** Opening DATA PROVIDED block **

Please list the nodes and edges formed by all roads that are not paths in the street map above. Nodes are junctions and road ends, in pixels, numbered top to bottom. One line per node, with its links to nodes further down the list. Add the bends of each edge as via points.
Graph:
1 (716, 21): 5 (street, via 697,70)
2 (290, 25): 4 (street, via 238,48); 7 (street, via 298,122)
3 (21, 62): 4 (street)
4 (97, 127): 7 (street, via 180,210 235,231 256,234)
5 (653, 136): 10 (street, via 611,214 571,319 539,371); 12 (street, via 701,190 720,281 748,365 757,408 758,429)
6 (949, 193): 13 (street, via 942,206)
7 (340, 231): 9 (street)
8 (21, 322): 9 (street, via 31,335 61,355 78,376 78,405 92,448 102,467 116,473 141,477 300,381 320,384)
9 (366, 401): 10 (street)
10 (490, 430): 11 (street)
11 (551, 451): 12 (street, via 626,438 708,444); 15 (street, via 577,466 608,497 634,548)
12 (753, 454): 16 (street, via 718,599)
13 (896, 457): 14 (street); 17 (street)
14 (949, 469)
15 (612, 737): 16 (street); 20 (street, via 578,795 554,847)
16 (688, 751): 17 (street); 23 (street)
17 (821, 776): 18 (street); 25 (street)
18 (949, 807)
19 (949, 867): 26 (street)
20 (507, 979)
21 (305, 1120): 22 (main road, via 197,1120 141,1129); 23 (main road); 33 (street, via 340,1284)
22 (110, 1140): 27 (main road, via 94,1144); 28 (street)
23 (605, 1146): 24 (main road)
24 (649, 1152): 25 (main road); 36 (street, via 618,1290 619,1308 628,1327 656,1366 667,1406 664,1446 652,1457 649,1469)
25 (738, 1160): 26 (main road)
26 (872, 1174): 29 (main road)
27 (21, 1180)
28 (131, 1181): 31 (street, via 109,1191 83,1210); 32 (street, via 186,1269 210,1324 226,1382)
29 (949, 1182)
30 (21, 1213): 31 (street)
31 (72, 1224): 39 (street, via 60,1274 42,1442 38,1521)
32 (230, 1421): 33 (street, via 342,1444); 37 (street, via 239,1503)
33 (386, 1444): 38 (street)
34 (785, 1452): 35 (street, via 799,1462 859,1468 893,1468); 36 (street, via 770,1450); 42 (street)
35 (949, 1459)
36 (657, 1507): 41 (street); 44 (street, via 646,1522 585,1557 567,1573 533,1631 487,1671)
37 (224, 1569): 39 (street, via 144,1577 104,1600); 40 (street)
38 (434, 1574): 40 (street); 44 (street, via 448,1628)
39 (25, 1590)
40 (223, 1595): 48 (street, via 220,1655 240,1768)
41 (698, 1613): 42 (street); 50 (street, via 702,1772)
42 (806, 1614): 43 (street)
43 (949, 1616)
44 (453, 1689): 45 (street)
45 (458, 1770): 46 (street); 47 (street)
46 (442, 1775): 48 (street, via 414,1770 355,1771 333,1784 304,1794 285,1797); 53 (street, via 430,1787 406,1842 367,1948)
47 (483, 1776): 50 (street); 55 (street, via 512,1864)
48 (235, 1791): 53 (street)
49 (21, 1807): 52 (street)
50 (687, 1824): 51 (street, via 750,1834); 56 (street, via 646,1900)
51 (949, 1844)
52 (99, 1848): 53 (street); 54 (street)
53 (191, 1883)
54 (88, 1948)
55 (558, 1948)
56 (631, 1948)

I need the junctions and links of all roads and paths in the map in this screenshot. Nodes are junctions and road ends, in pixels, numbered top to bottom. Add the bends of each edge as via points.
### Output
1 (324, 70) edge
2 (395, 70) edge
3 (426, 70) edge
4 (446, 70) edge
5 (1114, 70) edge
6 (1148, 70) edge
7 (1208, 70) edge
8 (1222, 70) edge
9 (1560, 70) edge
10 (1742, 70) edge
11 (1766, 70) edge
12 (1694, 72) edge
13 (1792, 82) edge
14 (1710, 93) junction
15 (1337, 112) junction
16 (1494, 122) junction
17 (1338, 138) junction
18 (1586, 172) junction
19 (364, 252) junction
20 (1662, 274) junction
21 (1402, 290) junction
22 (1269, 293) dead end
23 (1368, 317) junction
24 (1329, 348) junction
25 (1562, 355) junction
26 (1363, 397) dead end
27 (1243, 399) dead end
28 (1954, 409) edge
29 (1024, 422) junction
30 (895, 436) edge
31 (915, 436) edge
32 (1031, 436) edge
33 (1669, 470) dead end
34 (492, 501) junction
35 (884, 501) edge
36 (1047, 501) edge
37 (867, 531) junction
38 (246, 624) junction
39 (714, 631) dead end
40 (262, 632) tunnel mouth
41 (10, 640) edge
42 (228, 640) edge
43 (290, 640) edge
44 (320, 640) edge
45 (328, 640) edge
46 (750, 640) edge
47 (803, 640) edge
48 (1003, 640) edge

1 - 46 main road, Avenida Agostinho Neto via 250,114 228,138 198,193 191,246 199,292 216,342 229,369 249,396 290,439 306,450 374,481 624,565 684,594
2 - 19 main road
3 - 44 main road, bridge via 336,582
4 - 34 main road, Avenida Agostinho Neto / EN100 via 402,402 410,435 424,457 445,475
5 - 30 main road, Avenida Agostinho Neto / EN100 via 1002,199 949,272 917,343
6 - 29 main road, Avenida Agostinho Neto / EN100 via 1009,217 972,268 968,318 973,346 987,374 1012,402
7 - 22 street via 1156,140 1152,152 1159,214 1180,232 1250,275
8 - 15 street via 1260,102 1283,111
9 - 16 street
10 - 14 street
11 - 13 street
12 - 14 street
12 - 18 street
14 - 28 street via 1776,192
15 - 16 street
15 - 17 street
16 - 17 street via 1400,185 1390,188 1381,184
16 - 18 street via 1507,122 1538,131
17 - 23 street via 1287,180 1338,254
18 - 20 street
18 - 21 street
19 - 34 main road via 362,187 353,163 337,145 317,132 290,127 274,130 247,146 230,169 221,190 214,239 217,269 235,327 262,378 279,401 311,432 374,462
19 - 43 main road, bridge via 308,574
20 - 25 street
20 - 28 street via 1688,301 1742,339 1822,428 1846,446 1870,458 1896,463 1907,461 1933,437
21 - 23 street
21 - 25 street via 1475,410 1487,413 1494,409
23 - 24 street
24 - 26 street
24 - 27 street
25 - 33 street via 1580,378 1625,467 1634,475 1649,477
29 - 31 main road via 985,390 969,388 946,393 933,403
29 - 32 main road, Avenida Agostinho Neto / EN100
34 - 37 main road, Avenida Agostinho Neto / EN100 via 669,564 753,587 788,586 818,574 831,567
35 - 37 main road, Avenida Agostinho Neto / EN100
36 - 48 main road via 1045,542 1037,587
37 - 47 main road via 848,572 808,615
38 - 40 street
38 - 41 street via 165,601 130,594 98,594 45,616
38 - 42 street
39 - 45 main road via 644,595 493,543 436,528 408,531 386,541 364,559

** Closing DATA PROVIDED block **

Every line above that includes the string "bridge" needs to be copied.

3 - 44 main road, bridge via 336,582
19 - 43 main road, bridge via 308,574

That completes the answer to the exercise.